## Problem details
The answer must be every line of the data that holds the word "place".

Start of Records to use

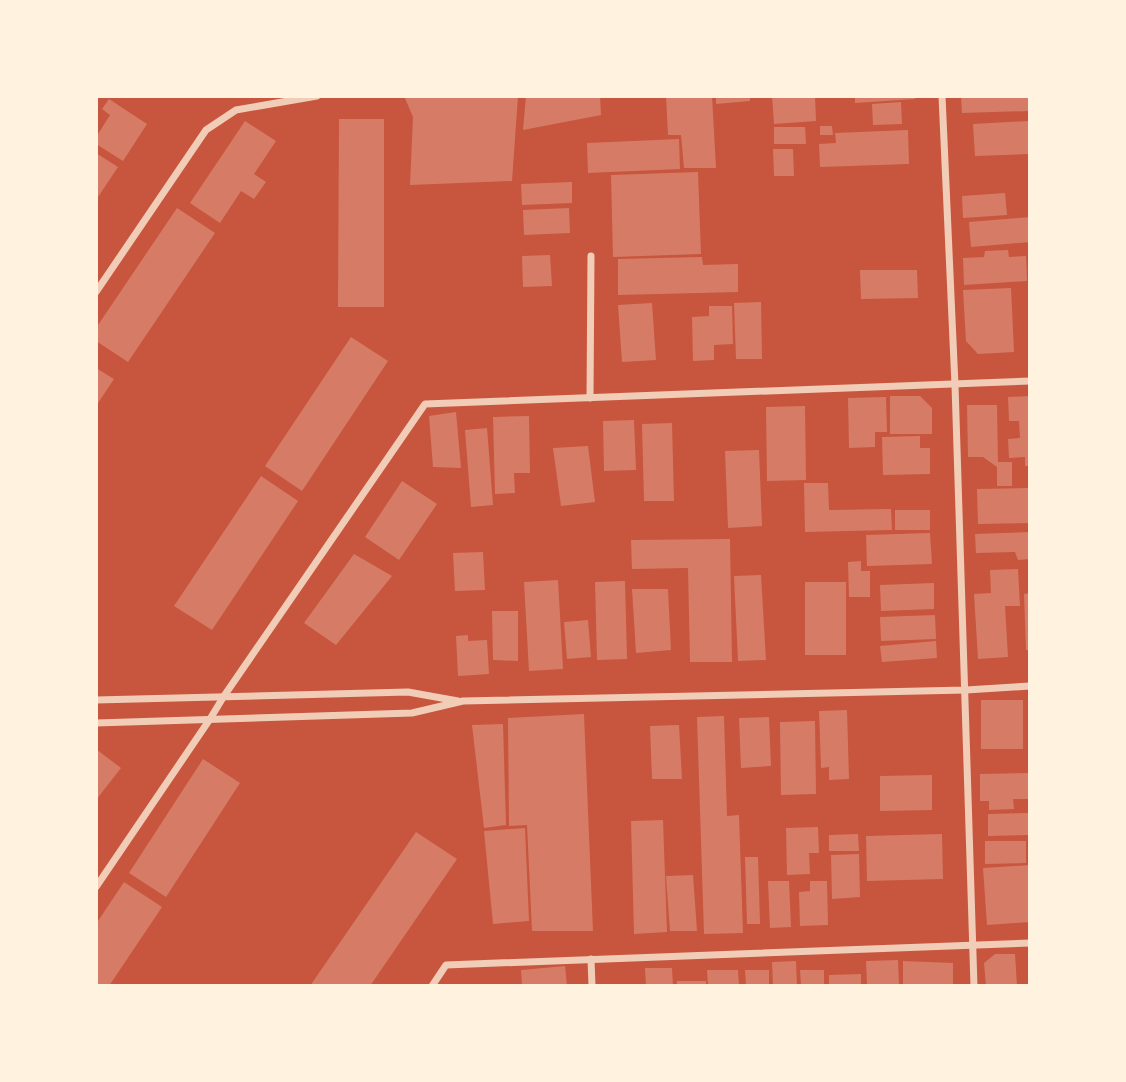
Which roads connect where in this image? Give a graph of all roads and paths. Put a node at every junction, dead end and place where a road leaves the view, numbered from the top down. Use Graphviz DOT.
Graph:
graph roads {
  1 [pos="317,96"];
  2 [pos="942,96"];
  3 [pos="591,256"];
  4 [pos="96,292"];
  5 [pos="1030,381"];
  6 [pos="955,385"];
  7 [pos="590,398"];
  8 [pos="1030,686"];
  9 [pos="966,690"];
  10 [pos="224,696"];
  11 [pos="96,699"];
  12 [pos="463,701"];
  13 [pos="210,719"];
  14 [pos="96,723"];
  15 [pos="96,887"];
  16 [pos="1030,943"];
  17 [pos="973,946"];
  18 [pos="591,959"];
  19 [pos="432,986"];
  20 [pos="592,986"];
  21 [pos="975,986"];
  1 -- 4 [label="street"];
  2 -- 6 [label="street"];
  3 -- 7 [label="street"];
  5 -- 6 [label="street"];
  6 -- 7 [label="street"];
  6 -- 9 [label="street"];
  7 -- 10 [label="street"];
  8 -- 9 [label="street"];
  9 -- 12 [label="street"];
  9 -- 17 [label="street"];
  10 -- 11 [label="street"];
  10 -- 12 [label="street"];
  10 -- 13 [label="street"];
  12 -- 13 [label="street"];
  13 -- 14 [label="street"];
  13 -- 15 [label="street"];
  16 -- 17 [label="street"];
  17 -- 18 [label="street"];
  17 -- 21 [label="street"];
  18 -- 19 [label="street"];
  18 -- 20 [label="street"];
}
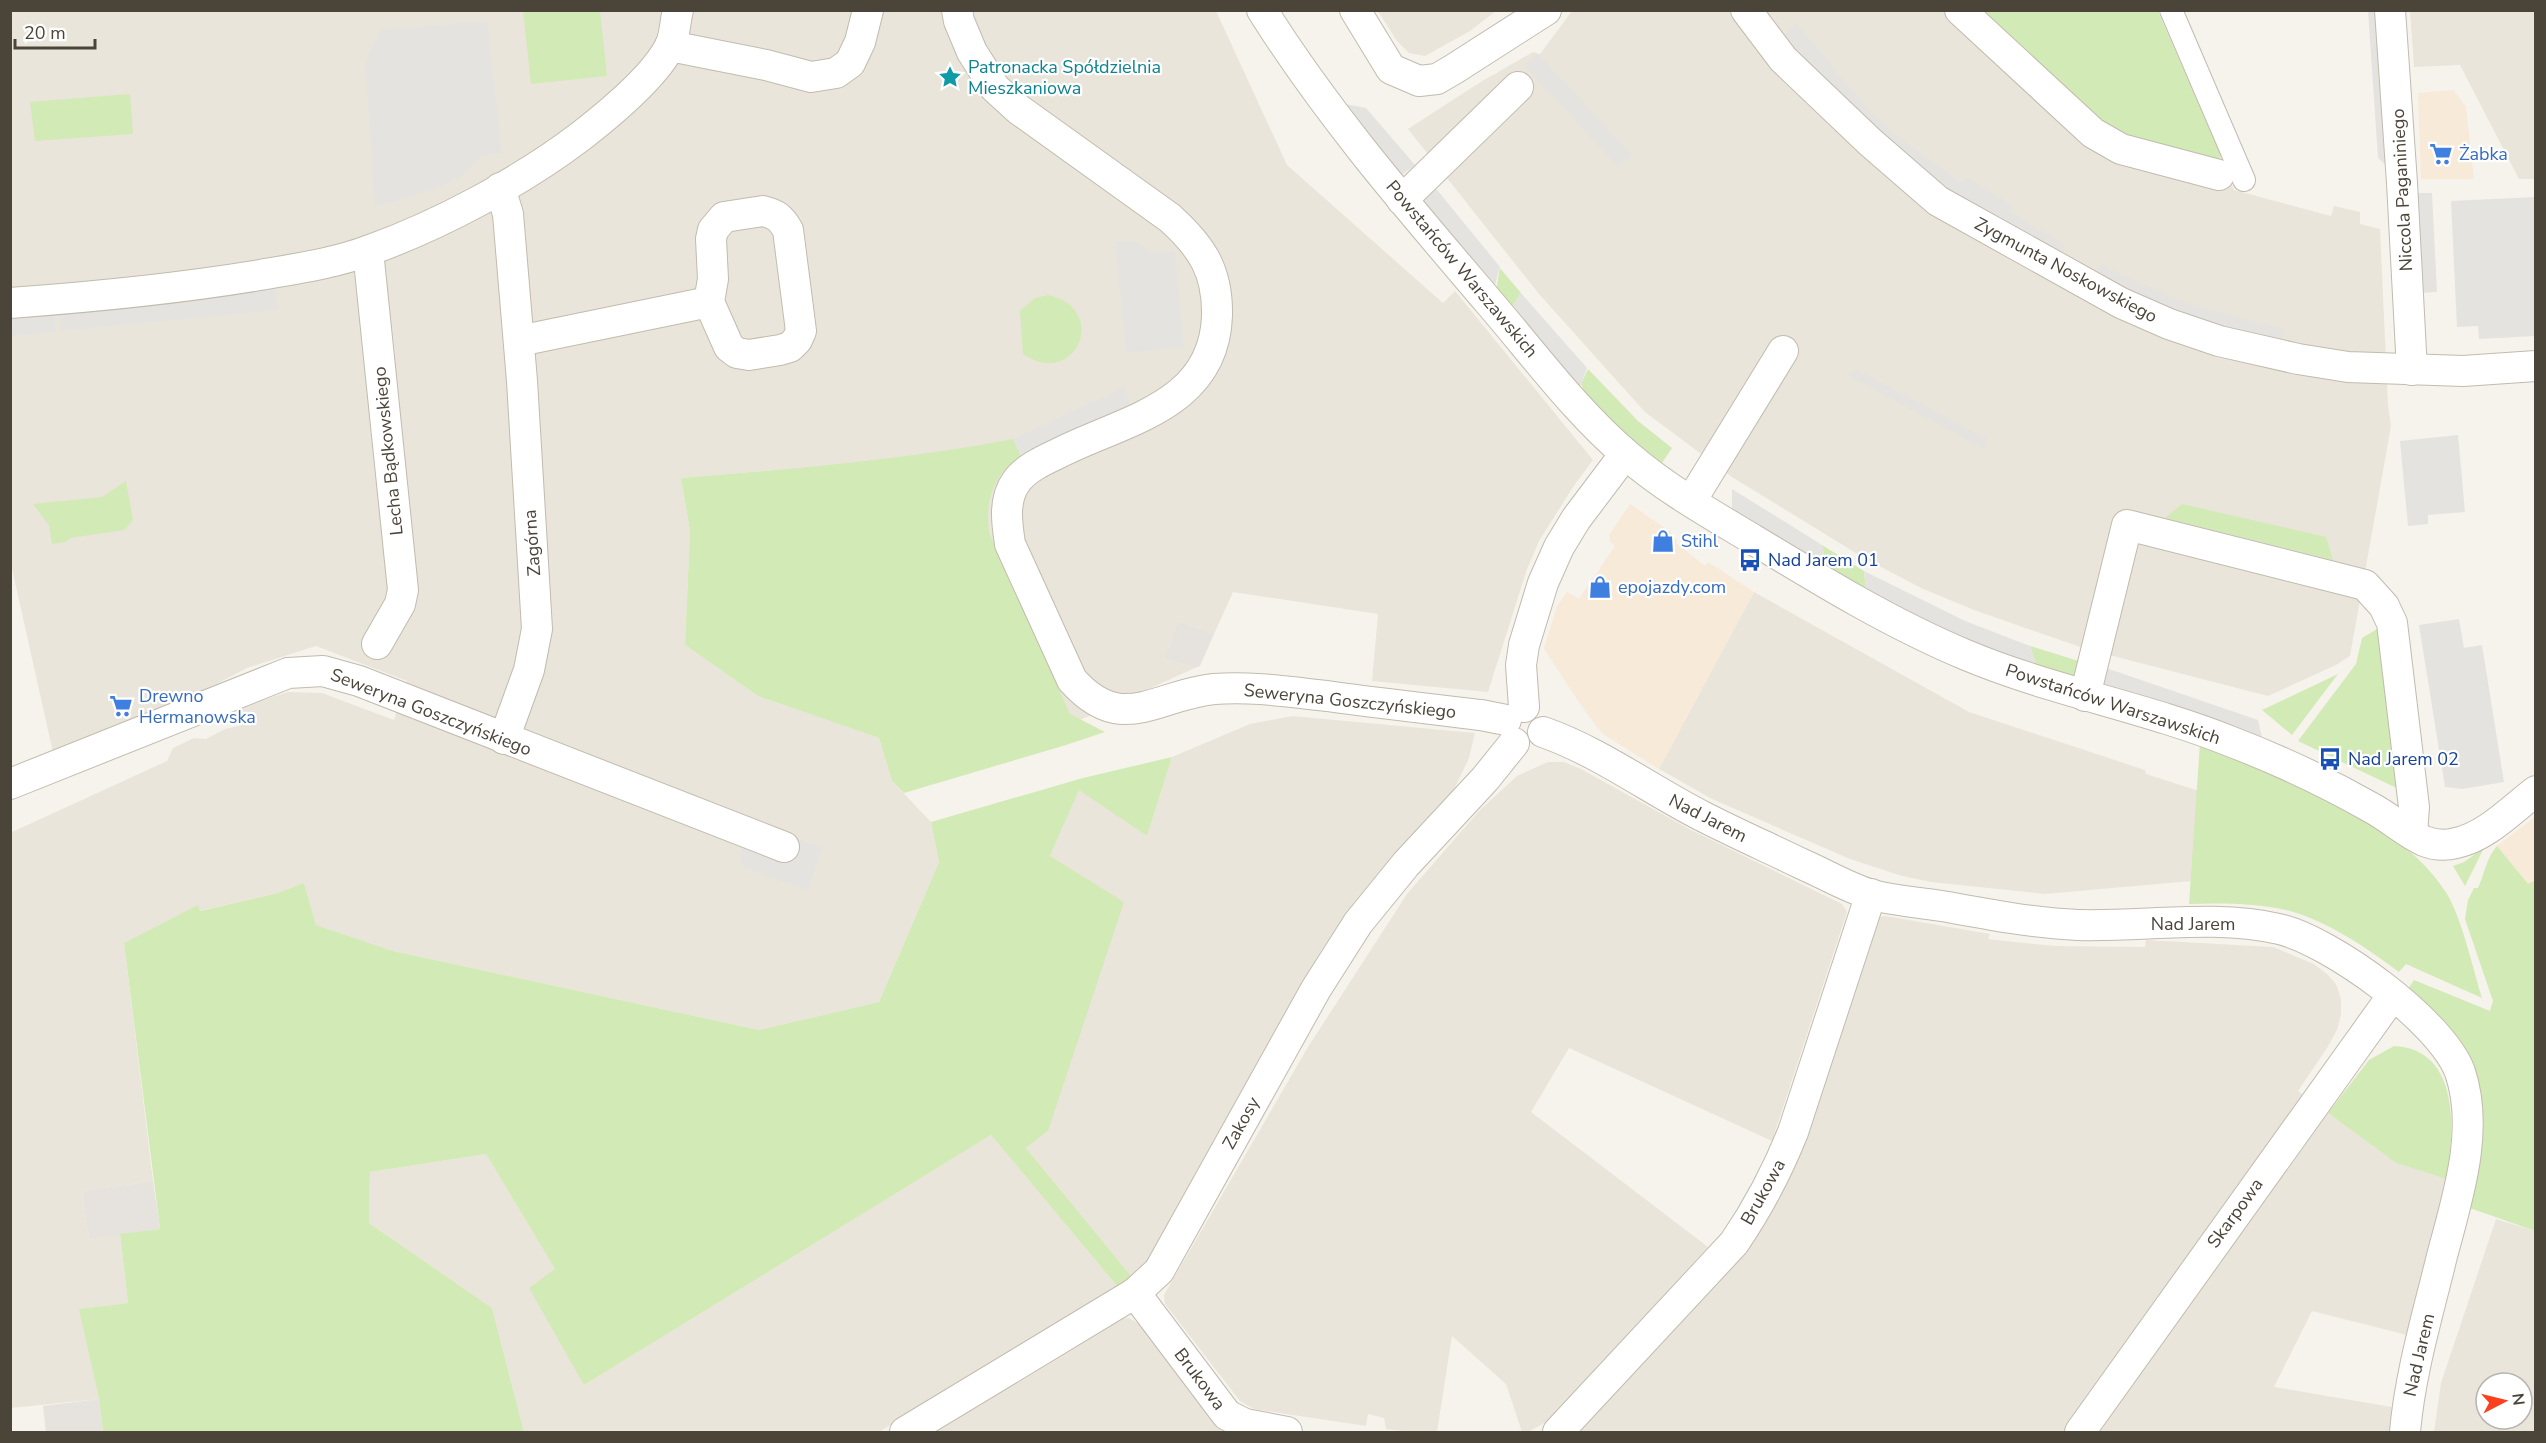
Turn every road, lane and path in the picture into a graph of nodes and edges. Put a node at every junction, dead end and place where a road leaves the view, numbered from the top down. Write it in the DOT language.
graph roads {
  1 [pos="678,10"];
  2 [pos="868,10"];
  3 [pos="957,10"];
  4 [pos="1262,10"];
  5 [pos="1355,10"];
  6 [pos="1546,10"];
  7 [pos="1746,10"];
  8 [pos="1960,10"];
  9 [pos="2171,10"];
  10 [pos="2390,10"];
  11 [pos="670,46"];
  12 [pos="1518,87"];
  13 [pos="2232,177"];
  14 [pos="500,188"];
  15 [pos="1402,200"];
  16 [pos="368,251"];
  17 [pos="709,302"];
  18 [pos="10,303"];
  19 [pos="519,341"];
  20 [pos="1783,351"];
  21 [pos="2535,366"];
  22 [pos="2412,370"];
  23 [pos="1625,454"];
  24 [pos="1691,501"];
  25 [pos="377,644"];
  26 [pos="2085,696"];
  27 [pos="1515,723"];
  28 [pos="504,739"];
  29 [pos="10,784"];
  30 [pos="2535,791"];
  31 [pos="2412,834"];
  32 [pos="784,847"];
  33 [pos="1871,894"];
  34 [pos="2393,995"];
  35 [pos="1135,1293"];
  36 [pos="905,1432"];
  37 [pos="1287,1432"];
  38 [pos="1558,1432"];
  39 [pos="2080,1432"];
  40 [pos="2405,1432"];
  1 -- 11 [label="street"];
  2 -- 11 [label="street"];
  3 -- 27 [label="street, Seweryna Goszczyńskiego"];
  4 -- 15 [label="street, Powstańców Warszawskich"];
  5 -- 6 [label="street"];
  7 -- 22 [label="street, Zygmunta Noskowskiego"];
  8 -- 13 [label="street"];
  9 -- 13 [label="street"];
  10 -- 22 [label="street, Niccola Paganiniego"];
  11 -- 14 [label="street"];
  12 -- 15 [label="street"];
  14 -- 16 [label="street"];
  14 -- 19 [label="street, Zagórna"];
  15 -- 23 [label="street, Powstańców Warszawskich"];
  16 -- 18 [label="street"];
  16 -- 25 [label="street, Lecha Bądkowskiego"];
  17 -- 17 [label="street"];
  17 -- 19 [label="street"];
  19 -- 28 [label="street, Zagórna"];
  20 -- 24 [label="street"];
  21 -- 22 [label="street, Zygmunta Noskowskiego"];
  23 -- 24 [label="street, Powstańców Warszawskich"];
  23 -- 27 [label="street"];
  24 -- 26 [label="street, Powstańców Warszawskich"];
  26 -- 31 [label="street, Powstańców Warszawskich"];
  26 -- 31 [label="street"];
  27 -- 33 [label="street, Nad Jarem"];
  27 -- 35 [label="street, Zakosy"];
  28 -- 29 [label="street, Seweryna Goszczyńskiego"];
  28 -- 32 [label="street, Seweryna Goszczyńskiego"];
  30 -- 31 [label="street, Powstańców Warszawskich"];
  33 -- 34 [label="street, Nad Jarem"];
  33 -- 38 [label="street, Brukowa"];
  34 -- 39 [label="street, Skarpowa"];
  34 -- 40 [label="street, Nad Jarem"];
  35 -- 36 [label="street, Zakosy"];
  35 -- 37 [label="street, Brukowa"];
}
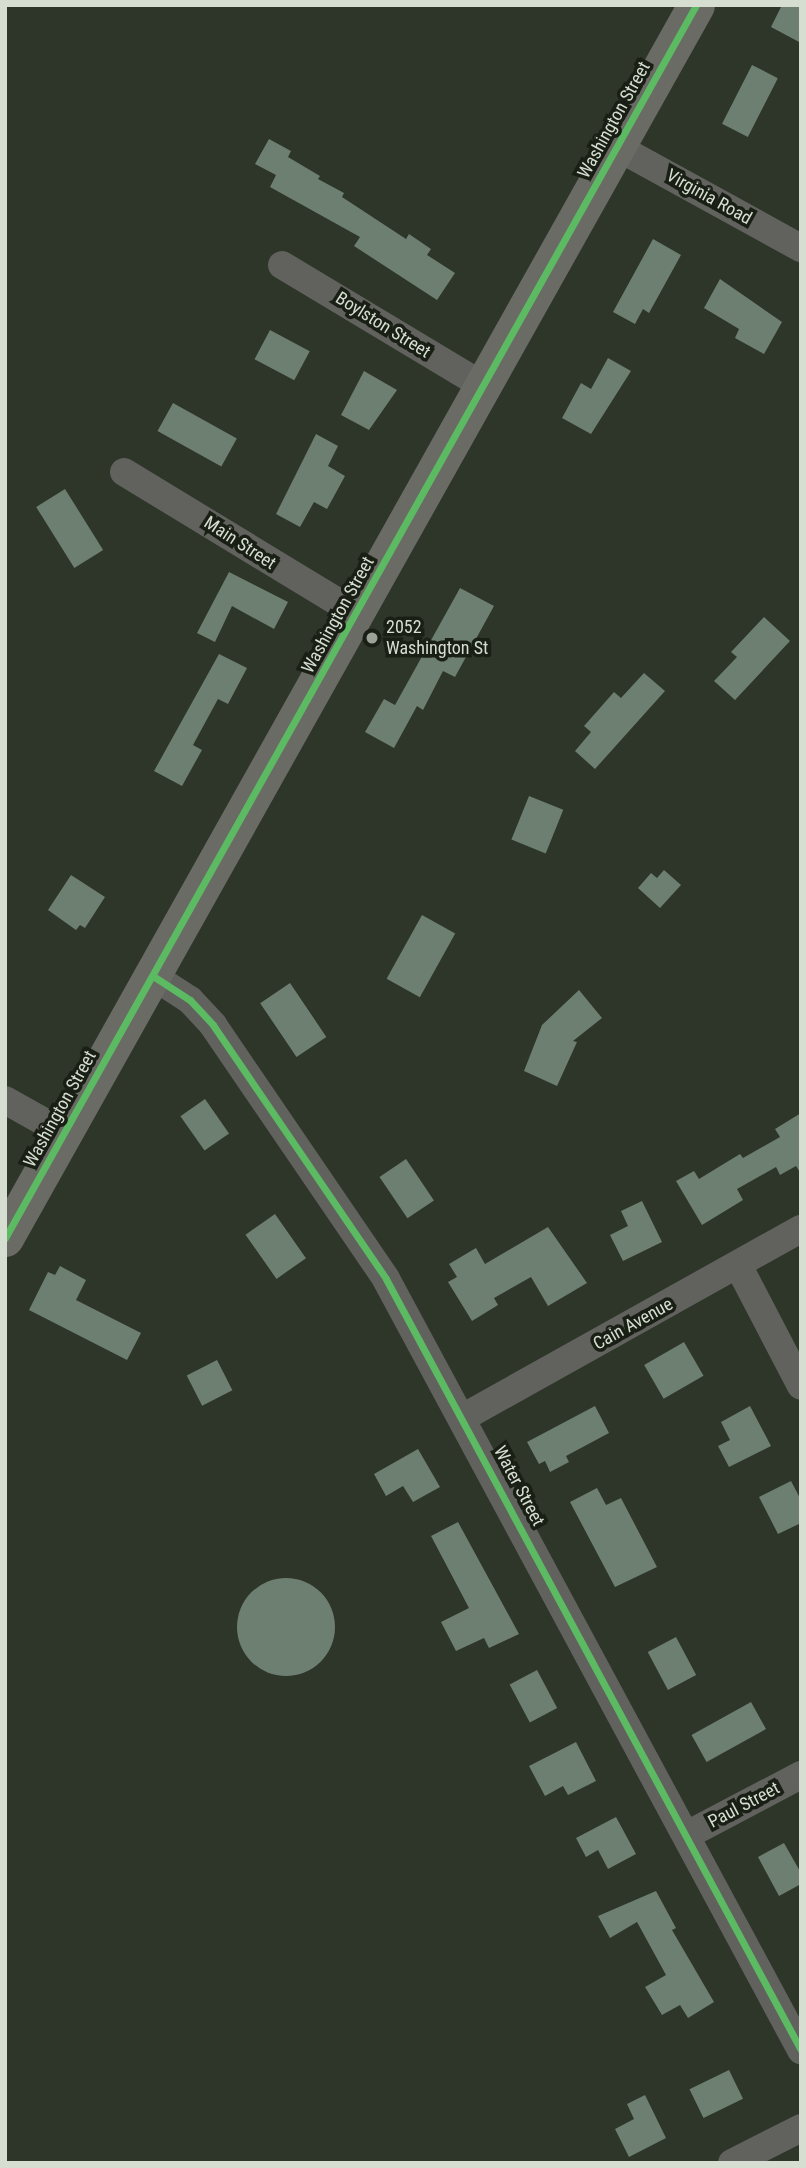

End of Records to use

## Output below
Which roads connect where in this image? Give a graph of all roads and paths. Put a node at every junction, dead end and place where a road leaves the view, numbered from the top down. Use Graphviz DOT.
Turn every road, lane and path in the picture into a graph of nodes and edges. Put a node at every junction, dead end and place where a road leaves the view, numbered from the top down. Write it in the DOT language.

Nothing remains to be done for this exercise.